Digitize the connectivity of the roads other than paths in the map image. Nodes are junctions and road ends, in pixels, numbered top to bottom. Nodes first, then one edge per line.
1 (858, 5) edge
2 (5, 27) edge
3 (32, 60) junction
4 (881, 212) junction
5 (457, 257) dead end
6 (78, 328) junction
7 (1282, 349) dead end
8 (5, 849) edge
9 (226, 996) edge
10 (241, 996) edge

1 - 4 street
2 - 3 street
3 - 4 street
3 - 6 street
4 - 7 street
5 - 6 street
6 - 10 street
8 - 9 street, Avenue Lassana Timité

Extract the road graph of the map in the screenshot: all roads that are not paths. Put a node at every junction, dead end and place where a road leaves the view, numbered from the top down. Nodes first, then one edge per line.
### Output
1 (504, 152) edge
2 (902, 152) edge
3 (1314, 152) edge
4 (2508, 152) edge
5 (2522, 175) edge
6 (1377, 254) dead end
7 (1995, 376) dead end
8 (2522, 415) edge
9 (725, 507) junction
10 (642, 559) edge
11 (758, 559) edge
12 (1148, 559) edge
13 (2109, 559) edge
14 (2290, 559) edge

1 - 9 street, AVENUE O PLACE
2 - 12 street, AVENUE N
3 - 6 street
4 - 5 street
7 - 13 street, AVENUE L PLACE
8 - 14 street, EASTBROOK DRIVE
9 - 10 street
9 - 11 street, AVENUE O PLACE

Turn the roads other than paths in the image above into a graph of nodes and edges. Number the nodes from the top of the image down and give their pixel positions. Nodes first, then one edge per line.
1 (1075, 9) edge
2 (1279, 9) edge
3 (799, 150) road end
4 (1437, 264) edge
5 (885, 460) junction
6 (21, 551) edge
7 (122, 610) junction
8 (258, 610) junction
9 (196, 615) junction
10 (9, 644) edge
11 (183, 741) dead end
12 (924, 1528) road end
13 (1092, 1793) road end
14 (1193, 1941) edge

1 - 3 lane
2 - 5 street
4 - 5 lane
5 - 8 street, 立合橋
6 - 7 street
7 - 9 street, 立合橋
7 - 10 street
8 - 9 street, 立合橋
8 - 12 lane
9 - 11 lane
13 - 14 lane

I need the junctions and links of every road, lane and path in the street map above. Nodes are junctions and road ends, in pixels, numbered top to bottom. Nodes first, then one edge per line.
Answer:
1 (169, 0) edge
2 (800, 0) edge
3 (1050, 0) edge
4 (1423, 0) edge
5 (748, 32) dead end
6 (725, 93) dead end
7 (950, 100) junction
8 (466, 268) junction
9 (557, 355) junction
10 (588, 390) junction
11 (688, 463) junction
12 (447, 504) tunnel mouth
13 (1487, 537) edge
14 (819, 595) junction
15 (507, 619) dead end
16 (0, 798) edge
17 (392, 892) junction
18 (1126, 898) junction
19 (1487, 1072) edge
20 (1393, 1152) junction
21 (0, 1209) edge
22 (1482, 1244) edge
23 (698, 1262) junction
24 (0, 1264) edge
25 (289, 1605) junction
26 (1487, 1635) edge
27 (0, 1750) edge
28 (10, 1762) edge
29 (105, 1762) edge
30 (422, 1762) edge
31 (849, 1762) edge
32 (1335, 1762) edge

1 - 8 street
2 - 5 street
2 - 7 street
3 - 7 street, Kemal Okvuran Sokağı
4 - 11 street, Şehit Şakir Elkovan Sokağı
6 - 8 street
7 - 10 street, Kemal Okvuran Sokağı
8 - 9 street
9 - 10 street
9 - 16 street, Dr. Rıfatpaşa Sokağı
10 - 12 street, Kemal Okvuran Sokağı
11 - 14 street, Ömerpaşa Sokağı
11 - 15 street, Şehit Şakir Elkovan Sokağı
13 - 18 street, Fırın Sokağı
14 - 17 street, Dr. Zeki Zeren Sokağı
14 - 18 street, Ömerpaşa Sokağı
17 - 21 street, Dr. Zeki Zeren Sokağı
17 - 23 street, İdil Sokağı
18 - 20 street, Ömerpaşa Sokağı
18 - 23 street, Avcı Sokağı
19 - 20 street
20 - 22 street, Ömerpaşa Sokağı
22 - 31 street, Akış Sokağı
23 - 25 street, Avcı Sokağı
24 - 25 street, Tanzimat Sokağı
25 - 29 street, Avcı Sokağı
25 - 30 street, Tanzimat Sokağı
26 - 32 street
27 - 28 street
--- --- ---
■ **Task description**:
Print the records above exactly as written.

■ **Written reply**:
Digitize the connectivity of the roads other than paths in the map image. Nodes are junctions and road ends, in pixels, numbered top to bottom. Nodes first, then one edge per line.
1 (858, 5) edge
2 (5, 27) edge
3 (32, 60) junction
4 (881, 212) junction
5 (457, 257) dead end
6 (78, 328) junction
7 (1282, 349) dead end
8 (5, 849) edge
9 (226, 996) edge
10 (241, 996) edge

1 - 4 street
2 - 3 street
3 - 4 street
3 - 6 street
4 - 7 street
5 - 6 street
6 - 10 street
8 - 9 street, Avenue Lassana Timité

Extract the road graph of the map in the screenshot: all roads that are not paths. Put a node at every junction, dead end and place where a road leaves the view, numbered from the top down. Nodes first, then one edge per line.
### Output
1 (504, 152) edge
2 (902, 152) edge
3 (1314, 152) edge
4 (2508, 152) edge
5 (2522, 175) edge
6 (1377, 254) dead end
7 (1995, 376) dead end
8 (2522, 415) edge
9 (725, 507) junction
10 (642, 559) edge
11 (758, 559) edge
12 (1148, 559) edge
13 (2109, 559) edge
14 (2290, 559) edge

1 - 9 street, AVENUE O PLACE
2 - 12 street, AVENUE N
3 - 6 street
4 - 5 street
7 - 13 street, AVENUE L PLACE
8 - 14 street, EASTBROOK DRIVE
9 - 10 street
9 - 11 street, AVENUE O PLACE

Turn the roads other than paths in the image above into a graph of nodes and edges. Number the nodes from the top of the image down and give their pixel positions. Nodes first, then one edge per line.
1 (1075, 9) edge
2 (1279, 9) edge
3 (799, 150) road end
4 (1437, 264) edge
5 (885, 460) junction
6 (21, 551) edge
7 (122, 610) junction
8 (258, 610) junction
9 (196, 615) junction
10 (9, 644) edge
11 (183, 741) dead end
12 (924, 1528) road end
13 (1092, 1793) road end
14 (1193, 1941) edge

1 - 3 lane
2 - 5 street
4 - 5 lane
5 - 8 street, 立合橋
6 - 7 street
7 - 9 street, 立合橋
7 - 10 street
8 - 9 street, 立合橋
8 - 12 lane
9 - 11 lane
13 - 14 lane

I need the junctions and links of every road, lane and path in the street map above. Nodes are junctions and road ends, in pixels, numbered top to bottom. Nodes first, then one edge per line.
Answer:
1 (169, 0) edge
2 (800, 0) edge
3 (1050, 0) edge
4 (1423, 0) edge
5 (748, 32) dead end
6 (725, 93) dead end
7 (950, 100) junction
8 (466, 268) junction
9 (557, 355) junction
10 (588, 390) junction
11 (688, 463) junction
12 (447, 504) tunnel mouth
13 (1487, 537) edge
14 (819, 595) junction
15 (507, 619) dead end
16 (0, 798) edge
17 (392, 892) junction
18 (1126, 898) junction
19 (1487, 1072) edge
20 (1393, 1152) junction
21 (0, 1209) edge
22 (1482, 1244) edge
23 (698, 1262) junction
24 (0, 1264) edge
25 (289, 1605) junction
26 (1487, 1635) edge
27 (0, 1750) edge
28 (10, 1762) edge
29 (105, 1762) edge
30 (422, 1762) edge
31 (849, 1762) edge
32 (1335, 1762) edge

1 - 8 street
2 - 5 street
2 - 7 street
3 - 7 street, Kemal Okvuran Sokağı
4 - 11 street, Şehit Şakir Elkovan Sokağı
6 - 8 street
7 - 10 street, Kemal Okvuran Sokağı
8 - 9 street
9 - 10 street
9 - 16 street, Dr. Rıfatpaşa Sokağı
10 - 12 street, Kemal Okvuran Sokağı
11 - 14 street, Ömerpaşa Sokağı
11 - 15 street, Şehit Şakir Elkovan Sokağı
13 - 18 street, Fırın Sokağı
14 - 17 street, Dr. Zeki Zeren Sokağı
14 - 18 street, Ömerpaşa Sokağı
17 - 21 street, Dr. Zeki Zeren Sokağı
17 - 23 street, İdil Sokağı
18 - 20 street, Ömerpaşa Sokağı
18 - 23 street, Avcı Sokağı
19 - 20 street
20 - 22 street, Ömerpaşa Sokağı
22 - 31 street, Akış Sokağı
23 - 25 street, Avcı Sokağı
24 - 25 street, Tanzimat Sokağı
25 - 29 street, Avcı Sokağı
25 - 30 street, Tanzimat Sokağı
26 - 32 street
27 - 28 street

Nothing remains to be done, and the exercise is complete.